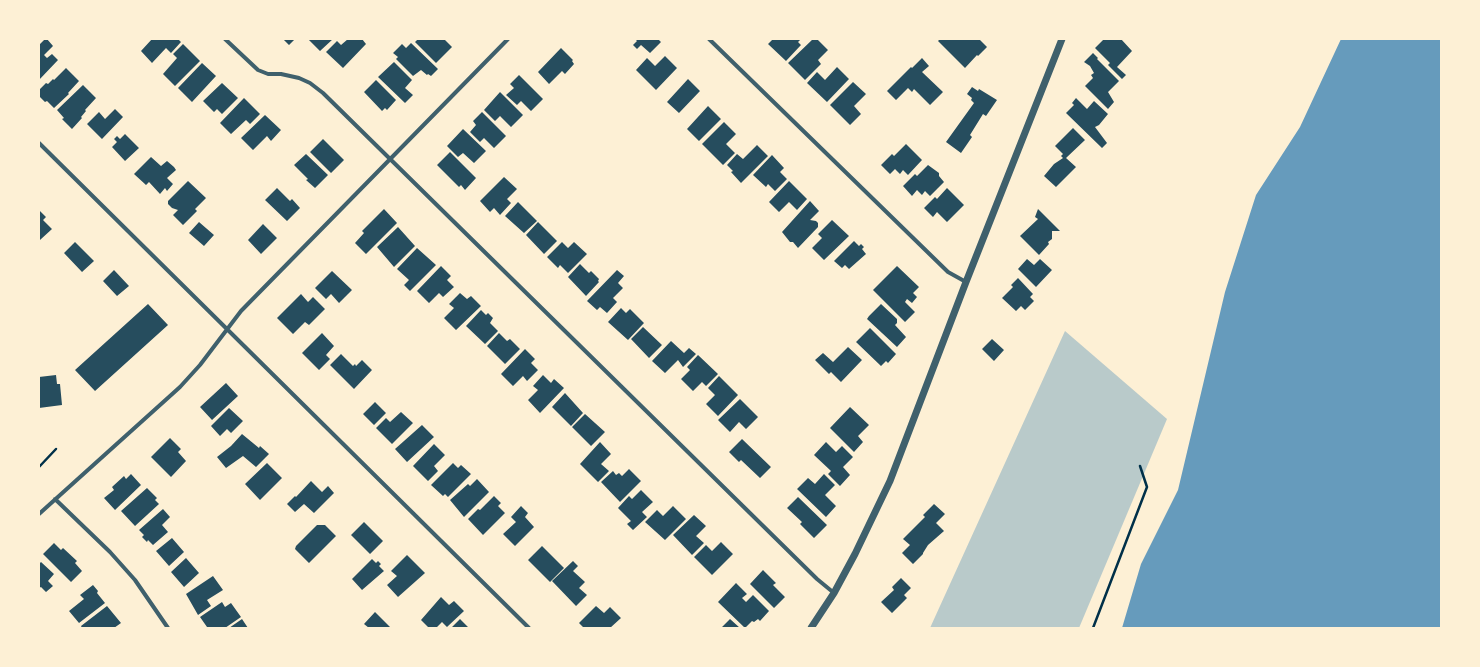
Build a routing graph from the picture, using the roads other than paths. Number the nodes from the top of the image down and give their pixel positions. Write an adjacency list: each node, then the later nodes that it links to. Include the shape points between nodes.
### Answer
1 (225, 39): 6 (street, via 258,70 268,74 299,78 324,93)
2 (508, 39): 6 (street)
3 (709, 39): 7 (street, via 948,272)
4 (1062, 39): 7 (street)
5 (39, 143): 8 (street)
6 (391, 159): 8 (street); 11 (street)
7 (966, 282): 11 (street, via 890,481)
8 (226, 329): 9 (street, via 180,387); 13 (street)
9 (55, 499): 10 (street); 12 (street, via 135,580)
10 (39, 514)
11 (834, 593): 14 (street)
12 (168, 628)
13 (529, 628)
14 (811, 628)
________________________
(AIM OF THE TASK): For every record above, repeat the text exactly and omit any picture.

(THE COMPLETED TASK):
Build a routing graph from the picture, using the roads other than paths. Number the nodes from the top of the image down and give their pixel positions. Write an adjacency list: each node, then the later nodes that it links to. Include the shape points between nodes.
### Answer
1 (225, 39): 6 (street, via 258,70 268,74 299,78 324,93)
2 (508, 39): 6 (street)
3 (709, 39): 7 (street, via 948,272)
4 (1062, 39): 7 (street)
5 (39, 143): 8 (street)
6 (391, 159): 8 (street); 11 (street)
7 (966, 282): 11 (street, via 890,481)
8 (226, 329): 9 (street, via 180,387); 13 (street)
9 (55, 499): 10 (street); 12 (street, via 135,580)
10 (39, 514)
11 (834, 593): 14 (street)
12 (168, 628)
13 (529, 628)
14 (811, 628)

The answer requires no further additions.